I would venture to say that I am a person who loves exploring. I get immense joy of driving in head first in order to have a better understanding of my world as well as the worlds of those around me. So when I took my EVM internship this year, I thought it was sort of in the same realm. I combined my job as youth pastor at Pelham Road Baptist Church with my internship as an administrative observer. I figured this experience would be similar to the other times I have shadowed pastors and churches. And just like most times that we think we know even a small part of God’s plan, He proved me entirely wrong. With my internship, I get to sit in on staff meetings, plan congregational events, build relationships, create budgets, and, oh yeah, preach in January. Talk about learning WAY more than I ever anticipated.
With all of this newly gained and unexpected knowledge, I am overwhelmed with both excitement as well as fear. Okay, mostly fear. I have known my calling into ministry since 8th grade, which some people think is awesome, but I think it’s just plain scary. The pressure of knowing what you’re supposed to be, but not how to get there or how to do it well when you finally arrive is mind-blowing. It feels like your professor tells you the first day of class that you will have a test. In your mind, you know that test is most likely just a test of your knowledge and not really an assessment of what you have learned so far since you haven’t learned anything yet. But in that process, you also scramble to study or ask questions or do something to better your chances of your perception in your professor’s eyes. The more I type that, the more it feels alarmingly accurate. Life is a constant test of what you have to offer, what you can bring to the table, and how pleasant you can be in the process. When in reality, your professor (God) just wants to learn how to best teach you from where you currently stand. And that’s where the excitement piece comes in to play. How cool is it that I get these opportunities? How gracious is it that God has been slowly showing me who I’m called to be over the last 7 years and continues to teach me about my own self? And how amazing is it that I get to actually enjoy the journey of getting there?

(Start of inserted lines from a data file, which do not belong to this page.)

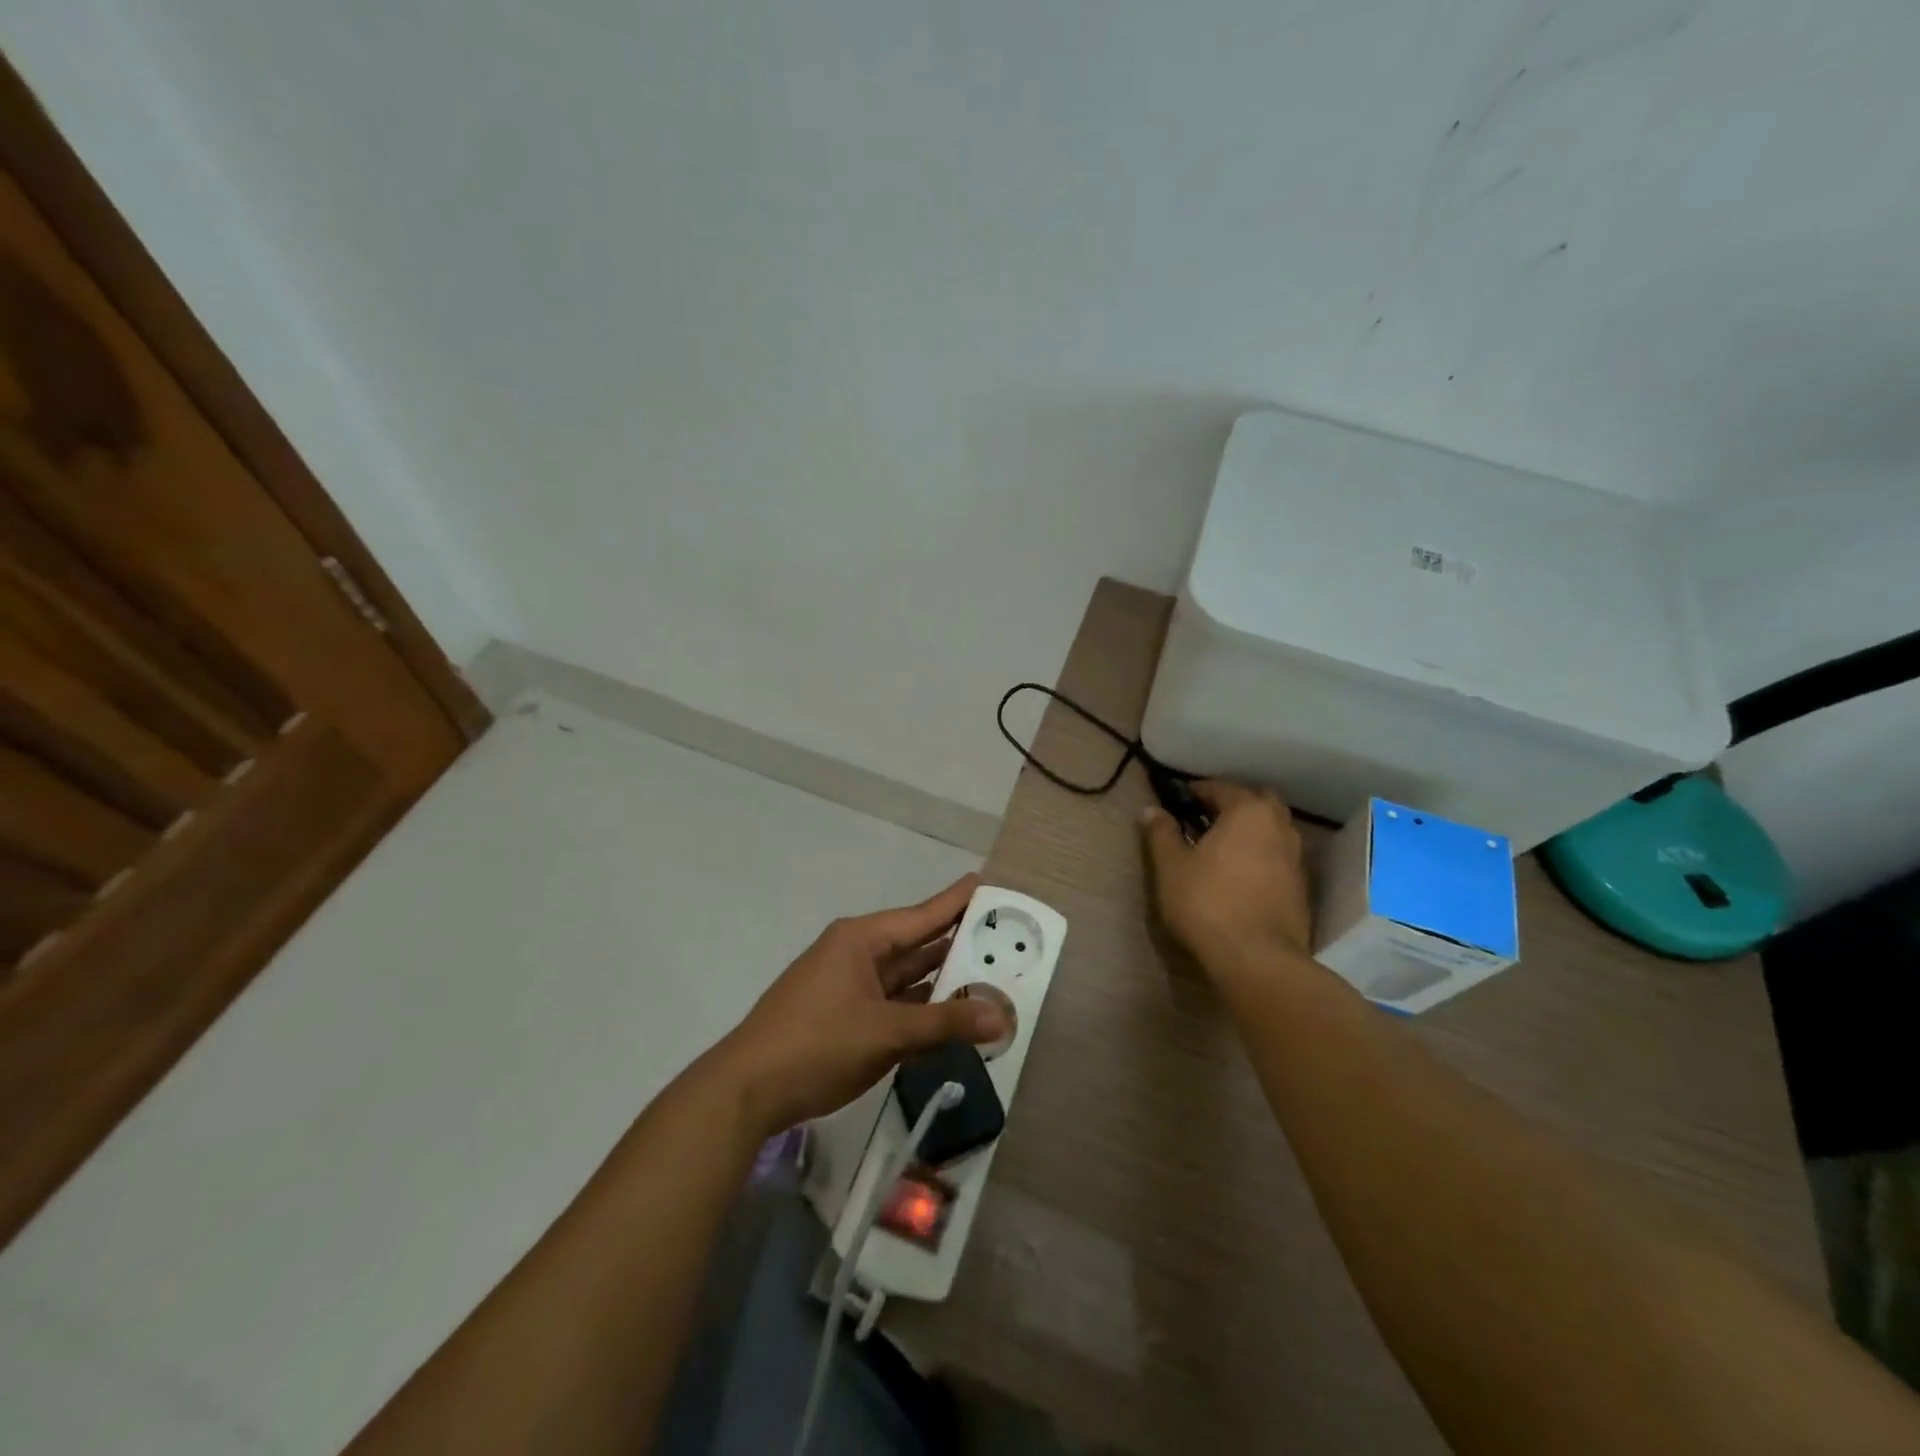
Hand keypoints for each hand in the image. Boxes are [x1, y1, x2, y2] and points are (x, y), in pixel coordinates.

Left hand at [709, 875, 1008, 1135]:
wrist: (746, 1091)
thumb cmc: (816, 1044)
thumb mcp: (886, 1033)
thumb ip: (944, 1023)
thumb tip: (1001, 1016)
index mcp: (862, 940)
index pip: (923, 914)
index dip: (958, 901)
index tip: (990, 884)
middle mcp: (857, 954)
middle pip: (918, 944)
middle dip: (959, 944)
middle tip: (1007, 939)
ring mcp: (849, 986)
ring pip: (907, 977)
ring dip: (943, 982)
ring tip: (992, 978)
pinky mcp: (845, 1017)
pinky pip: (894, 1004)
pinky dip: (922, 1009)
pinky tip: (952, 1017)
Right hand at [1140, 780, 1314, 976]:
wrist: (1258, 959)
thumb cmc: (1208, 903)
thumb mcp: (1171, 866)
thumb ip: (1161, 833)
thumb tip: (1151, 810)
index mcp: (1248, 811)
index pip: (1220, 788)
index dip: (1196, 791)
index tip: (1177, 800)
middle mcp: (1278, 826)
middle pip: (1256, 801)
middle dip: (1232, 804)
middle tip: (1204, 819)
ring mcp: (1295, 857)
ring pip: (1271, 829)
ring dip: (1249, 830)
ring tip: (1220, 847)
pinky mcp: (1300, 887)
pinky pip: (1277, 857)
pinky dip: (1260, 855)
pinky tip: (1239, 874)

I have no clue where I will end up. I’m sure I haven’t even come close to processing all that I have learned through my internship so far. But I do know that I’m learning how to be myself (even in the times that I feel like I don’t know who I am). And that is probably one of the coolest things ever. So just when you feel like you’re overwhelmed with experiences or you have zero clue about what your next steps will be or you’re feeling pressure from too many extraneous sources, remember these 3 things:
- Every one (and I mean everyone) is just as clueless about what they’re doing. The sooner you admit that, the sooner you get to have some really awesome people figuring out life alongside you.
- Pray through your uncertainty. I’ve learned that God is an excellent listener. That great kind of listener who lets you process everything out loud until you finally have at least some peace about where you are (like Maria!). But in all seriousness, I do believe that we were not created to suffer unnecessarily by holding onto our burdens completely on our own. Try giving some of that up every once and a while.
- And finally, learn to breathe. It’s way too easy to get stressed or compete for busyness or just plain be miserable because it’s still cold and rainy outside. But we hold the power of our own attitude, and that can make worlds of difference. Especially in this transformative time in our lives.